CUF is one of the 52 neighborhoods of Cincinnati, Ohio, United States. Its name is derived from the communities of Clifton Heights, University Heights, and Fairview. These communities surround the University of Cincinnati to the south and west of its main campus, making CUF a predominantly residential, student neighborhood. The population was 20,385 at the 2020 census.

==Geography==

CUF is bordered by the neighborhoods of Clifton, Mount Auburn, Over-the-Rhine, and Camp Washington, and by the main campus of the University of Cincinnati.

University Heights occupies the northern area of CUF, and is separated from Fairview and Clifton Heights by Straight Street. Fairview occupies the south-west corner and Clifton Heights the south-east corner of CUF. Fairview and Clifton Heights are separated by Ravine Street; Fairview on the west, Clifton Heights on the east.

The term "CUF" is rarely, if ever, used by locals.
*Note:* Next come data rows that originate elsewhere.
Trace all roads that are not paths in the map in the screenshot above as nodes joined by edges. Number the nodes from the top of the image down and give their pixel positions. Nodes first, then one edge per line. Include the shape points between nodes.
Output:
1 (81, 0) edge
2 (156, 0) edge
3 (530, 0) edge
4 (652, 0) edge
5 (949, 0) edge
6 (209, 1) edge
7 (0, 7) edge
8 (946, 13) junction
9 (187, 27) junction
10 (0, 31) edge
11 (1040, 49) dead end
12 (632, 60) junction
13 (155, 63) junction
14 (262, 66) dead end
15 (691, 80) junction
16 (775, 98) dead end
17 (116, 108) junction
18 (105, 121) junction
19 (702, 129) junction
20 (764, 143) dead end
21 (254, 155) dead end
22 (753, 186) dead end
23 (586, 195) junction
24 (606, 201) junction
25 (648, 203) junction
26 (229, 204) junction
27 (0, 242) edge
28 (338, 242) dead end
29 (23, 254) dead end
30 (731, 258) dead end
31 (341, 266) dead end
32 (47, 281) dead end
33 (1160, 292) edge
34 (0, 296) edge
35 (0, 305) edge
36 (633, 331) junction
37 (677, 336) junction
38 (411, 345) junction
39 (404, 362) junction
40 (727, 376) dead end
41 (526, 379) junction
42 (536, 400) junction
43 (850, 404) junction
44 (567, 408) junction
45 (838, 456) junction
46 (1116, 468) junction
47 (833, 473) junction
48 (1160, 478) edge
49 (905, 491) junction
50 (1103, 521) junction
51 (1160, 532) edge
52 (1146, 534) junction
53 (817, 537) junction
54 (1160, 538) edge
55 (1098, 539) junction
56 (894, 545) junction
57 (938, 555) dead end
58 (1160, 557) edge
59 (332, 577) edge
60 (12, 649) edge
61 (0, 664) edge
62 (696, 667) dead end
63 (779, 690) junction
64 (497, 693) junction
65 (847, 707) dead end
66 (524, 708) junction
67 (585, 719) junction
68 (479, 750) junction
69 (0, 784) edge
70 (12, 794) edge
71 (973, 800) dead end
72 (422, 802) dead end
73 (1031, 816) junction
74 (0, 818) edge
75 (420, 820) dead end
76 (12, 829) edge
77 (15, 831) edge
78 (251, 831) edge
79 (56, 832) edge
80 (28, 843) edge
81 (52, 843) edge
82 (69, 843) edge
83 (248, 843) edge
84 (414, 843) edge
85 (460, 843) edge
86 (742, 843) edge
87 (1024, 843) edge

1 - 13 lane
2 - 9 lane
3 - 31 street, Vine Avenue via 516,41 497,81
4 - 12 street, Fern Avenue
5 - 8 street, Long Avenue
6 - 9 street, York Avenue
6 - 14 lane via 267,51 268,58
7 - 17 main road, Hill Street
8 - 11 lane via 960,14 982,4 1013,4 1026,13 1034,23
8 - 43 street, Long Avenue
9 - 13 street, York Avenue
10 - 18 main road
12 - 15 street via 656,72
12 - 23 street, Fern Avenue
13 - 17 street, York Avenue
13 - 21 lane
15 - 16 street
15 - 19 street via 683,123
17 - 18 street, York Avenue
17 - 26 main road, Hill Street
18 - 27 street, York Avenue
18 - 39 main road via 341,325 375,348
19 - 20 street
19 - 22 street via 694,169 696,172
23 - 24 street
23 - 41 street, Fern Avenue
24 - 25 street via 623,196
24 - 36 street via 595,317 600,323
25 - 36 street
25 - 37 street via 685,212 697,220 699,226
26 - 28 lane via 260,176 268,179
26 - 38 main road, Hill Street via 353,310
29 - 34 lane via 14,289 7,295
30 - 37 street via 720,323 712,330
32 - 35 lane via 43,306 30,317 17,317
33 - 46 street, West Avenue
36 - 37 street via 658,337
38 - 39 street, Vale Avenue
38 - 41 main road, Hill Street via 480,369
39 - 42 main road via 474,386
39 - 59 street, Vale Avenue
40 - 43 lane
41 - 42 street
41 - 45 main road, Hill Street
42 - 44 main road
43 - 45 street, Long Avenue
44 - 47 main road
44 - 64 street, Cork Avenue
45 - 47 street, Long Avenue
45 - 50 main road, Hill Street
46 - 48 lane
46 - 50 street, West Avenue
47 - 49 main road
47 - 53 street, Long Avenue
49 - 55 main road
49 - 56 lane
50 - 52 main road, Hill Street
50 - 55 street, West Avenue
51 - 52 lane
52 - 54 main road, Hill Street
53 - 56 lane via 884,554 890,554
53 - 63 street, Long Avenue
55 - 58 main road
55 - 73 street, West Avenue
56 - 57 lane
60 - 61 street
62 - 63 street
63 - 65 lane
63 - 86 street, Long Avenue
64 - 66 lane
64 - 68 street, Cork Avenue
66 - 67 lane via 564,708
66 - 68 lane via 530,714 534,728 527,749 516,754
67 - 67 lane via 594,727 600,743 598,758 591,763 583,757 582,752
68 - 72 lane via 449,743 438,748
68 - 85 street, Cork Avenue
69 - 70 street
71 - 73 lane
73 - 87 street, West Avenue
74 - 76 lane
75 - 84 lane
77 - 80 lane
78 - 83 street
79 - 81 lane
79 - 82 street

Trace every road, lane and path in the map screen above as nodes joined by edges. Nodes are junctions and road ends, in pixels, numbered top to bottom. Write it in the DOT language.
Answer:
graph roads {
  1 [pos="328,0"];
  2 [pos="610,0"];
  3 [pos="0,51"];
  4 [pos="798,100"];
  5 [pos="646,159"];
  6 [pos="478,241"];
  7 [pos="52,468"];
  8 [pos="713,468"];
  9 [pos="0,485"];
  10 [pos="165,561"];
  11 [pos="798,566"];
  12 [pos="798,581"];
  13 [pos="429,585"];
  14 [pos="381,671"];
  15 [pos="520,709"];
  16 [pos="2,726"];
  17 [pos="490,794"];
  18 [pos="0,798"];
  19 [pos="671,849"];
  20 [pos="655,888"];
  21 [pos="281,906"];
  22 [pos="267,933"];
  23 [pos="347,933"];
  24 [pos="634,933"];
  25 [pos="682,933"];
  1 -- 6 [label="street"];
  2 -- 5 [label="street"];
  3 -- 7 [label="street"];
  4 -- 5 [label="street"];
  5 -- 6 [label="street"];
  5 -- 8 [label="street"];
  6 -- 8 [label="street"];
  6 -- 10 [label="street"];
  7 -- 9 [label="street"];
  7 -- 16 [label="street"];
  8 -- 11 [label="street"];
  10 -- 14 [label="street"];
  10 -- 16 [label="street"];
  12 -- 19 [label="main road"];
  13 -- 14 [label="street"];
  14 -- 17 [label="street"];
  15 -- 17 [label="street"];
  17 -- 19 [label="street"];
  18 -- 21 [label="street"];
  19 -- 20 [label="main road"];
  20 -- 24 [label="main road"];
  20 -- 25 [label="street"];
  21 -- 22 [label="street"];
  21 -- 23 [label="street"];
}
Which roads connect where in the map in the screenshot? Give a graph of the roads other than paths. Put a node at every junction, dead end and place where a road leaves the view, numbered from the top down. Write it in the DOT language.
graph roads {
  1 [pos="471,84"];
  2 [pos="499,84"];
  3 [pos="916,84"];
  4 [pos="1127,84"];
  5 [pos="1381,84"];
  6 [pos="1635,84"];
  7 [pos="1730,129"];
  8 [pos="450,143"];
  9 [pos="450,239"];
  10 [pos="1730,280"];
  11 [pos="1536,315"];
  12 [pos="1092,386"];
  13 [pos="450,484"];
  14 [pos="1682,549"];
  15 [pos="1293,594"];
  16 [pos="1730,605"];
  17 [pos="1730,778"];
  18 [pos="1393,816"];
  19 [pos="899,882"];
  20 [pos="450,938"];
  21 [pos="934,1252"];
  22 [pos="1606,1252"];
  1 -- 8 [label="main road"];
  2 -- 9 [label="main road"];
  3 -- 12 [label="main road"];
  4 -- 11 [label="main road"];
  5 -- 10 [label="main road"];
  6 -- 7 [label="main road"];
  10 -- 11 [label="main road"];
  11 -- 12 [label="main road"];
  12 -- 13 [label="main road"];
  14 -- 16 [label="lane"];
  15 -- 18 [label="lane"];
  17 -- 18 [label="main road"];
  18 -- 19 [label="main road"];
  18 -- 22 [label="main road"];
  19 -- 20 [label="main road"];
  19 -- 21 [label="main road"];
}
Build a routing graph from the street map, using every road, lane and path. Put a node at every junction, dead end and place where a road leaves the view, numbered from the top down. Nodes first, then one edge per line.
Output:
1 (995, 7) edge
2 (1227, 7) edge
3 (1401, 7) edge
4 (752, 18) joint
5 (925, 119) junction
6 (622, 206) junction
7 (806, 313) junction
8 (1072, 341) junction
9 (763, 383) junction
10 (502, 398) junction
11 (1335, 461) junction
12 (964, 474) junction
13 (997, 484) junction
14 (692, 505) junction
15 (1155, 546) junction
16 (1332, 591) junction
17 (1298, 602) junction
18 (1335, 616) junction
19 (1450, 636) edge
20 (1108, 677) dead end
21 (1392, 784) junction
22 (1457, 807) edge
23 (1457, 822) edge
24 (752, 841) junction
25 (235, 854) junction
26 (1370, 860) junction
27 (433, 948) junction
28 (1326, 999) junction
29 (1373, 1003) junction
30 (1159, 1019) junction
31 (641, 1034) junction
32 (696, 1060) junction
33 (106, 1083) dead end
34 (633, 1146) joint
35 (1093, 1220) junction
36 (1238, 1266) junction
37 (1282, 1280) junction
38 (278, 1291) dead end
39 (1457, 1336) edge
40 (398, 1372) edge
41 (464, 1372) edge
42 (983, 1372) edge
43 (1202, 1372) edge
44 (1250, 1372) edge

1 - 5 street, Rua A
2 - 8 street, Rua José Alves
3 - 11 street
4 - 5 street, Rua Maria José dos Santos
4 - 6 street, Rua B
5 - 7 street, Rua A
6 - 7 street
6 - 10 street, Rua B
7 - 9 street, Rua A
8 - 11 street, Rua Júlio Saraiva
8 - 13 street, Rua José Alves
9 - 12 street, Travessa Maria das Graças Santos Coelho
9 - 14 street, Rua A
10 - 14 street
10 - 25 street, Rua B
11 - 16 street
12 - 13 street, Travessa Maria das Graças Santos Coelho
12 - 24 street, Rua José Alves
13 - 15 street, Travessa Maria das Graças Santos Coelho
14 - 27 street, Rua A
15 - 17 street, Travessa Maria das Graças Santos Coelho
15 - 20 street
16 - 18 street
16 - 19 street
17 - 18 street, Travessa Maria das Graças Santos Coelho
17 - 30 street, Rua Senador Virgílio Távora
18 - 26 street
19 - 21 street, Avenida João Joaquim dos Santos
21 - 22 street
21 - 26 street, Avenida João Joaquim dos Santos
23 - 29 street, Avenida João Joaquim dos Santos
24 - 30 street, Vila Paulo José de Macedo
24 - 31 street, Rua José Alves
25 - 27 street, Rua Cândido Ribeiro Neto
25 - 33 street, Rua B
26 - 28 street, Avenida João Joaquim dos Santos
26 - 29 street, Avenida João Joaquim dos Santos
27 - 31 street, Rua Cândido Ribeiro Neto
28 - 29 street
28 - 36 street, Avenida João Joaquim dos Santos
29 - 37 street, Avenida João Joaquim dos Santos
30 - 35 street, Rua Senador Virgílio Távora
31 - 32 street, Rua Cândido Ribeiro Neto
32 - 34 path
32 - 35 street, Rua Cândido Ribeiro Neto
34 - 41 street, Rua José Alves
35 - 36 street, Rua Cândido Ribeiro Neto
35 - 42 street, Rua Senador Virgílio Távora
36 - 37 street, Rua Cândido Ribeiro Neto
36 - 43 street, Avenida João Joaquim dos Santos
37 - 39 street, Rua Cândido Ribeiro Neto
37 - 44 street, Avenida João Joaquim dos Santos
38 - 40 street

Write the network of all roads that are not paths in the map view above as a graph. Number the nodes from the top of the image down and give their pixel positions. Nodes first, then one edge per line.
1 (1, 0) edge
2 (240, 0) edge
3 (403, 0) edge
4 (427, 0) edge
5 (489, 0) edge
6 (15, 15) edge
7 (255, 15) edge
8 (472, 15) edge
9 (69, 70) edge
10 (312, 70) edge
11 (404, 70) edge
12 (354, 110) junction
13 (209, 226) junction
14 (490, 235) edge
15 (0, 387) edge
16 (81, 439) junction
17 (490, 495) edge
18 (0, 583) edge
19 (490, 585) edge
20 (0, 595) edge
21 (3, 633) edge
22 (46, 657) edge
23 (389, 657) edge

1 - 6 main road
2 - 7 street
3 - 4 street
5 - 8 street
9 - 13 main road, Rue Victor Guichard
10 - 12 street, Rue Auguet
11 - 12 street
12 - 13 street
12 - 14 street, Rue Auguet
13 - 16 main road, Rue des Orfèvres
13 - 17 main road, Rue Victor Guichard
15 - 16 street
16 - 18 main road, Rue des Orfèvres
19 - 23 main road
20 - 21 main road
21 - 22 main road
Although inaccurate, these neighborhoods, along with nearby Corryville, are often referred to as being part of Clifton, even by long-term residents.

==Demographics==

As of the census of 2020, there were 20,385 people living in the neighborhood. There were 7,517 housing units. The racial makeup of the neighborhood was 68.7% White, 15.6% Black or African American, 0.1% Native American, 8.6% Asian, 0.0% Pacific Islander, 1.9% from some other race, and 5.0% from two or more races. 3.6% of the population were Hispanic or Latino of any race.

There were 5,439 households, out of which 18.2% were families. 39.7% of all households were made up of individuals.

2.5% of the neighborhood's population were under the age of 18, 94.9% were 18 to 64, and 2.6% were 65 years of age or older. 45.7% of the population were male and 54.3% were female.

According to the U.S. Census American Community Survey, for the period 2016-2020 the estimated median annual income for a household in the neighborhood was $33,511. About 20.5% of family households were living below the poverty line. About 56.1% had a bachelor's degree or higher.

==Parks==
Fairview Park, a 27.7 acre park, and Bellevue Hill, a 15 acre park, are located in the neighborhood. Both are known for their views overlooking Downtown Cincinnati.

==Education==
Clifton Heights is home to Hughes STEM High School, a magnet high school. Its current Clifton Heights location was built in 1906.

University Heights is home to the main campus of Hebrew Union College – Jewish Institute of Religion, a Reform Jewish seminary.

Fairview is the former home of Fairview German Language School, which was founded by the neighborhood's German community in 1888. In 2008, the school was relocated to Clifton.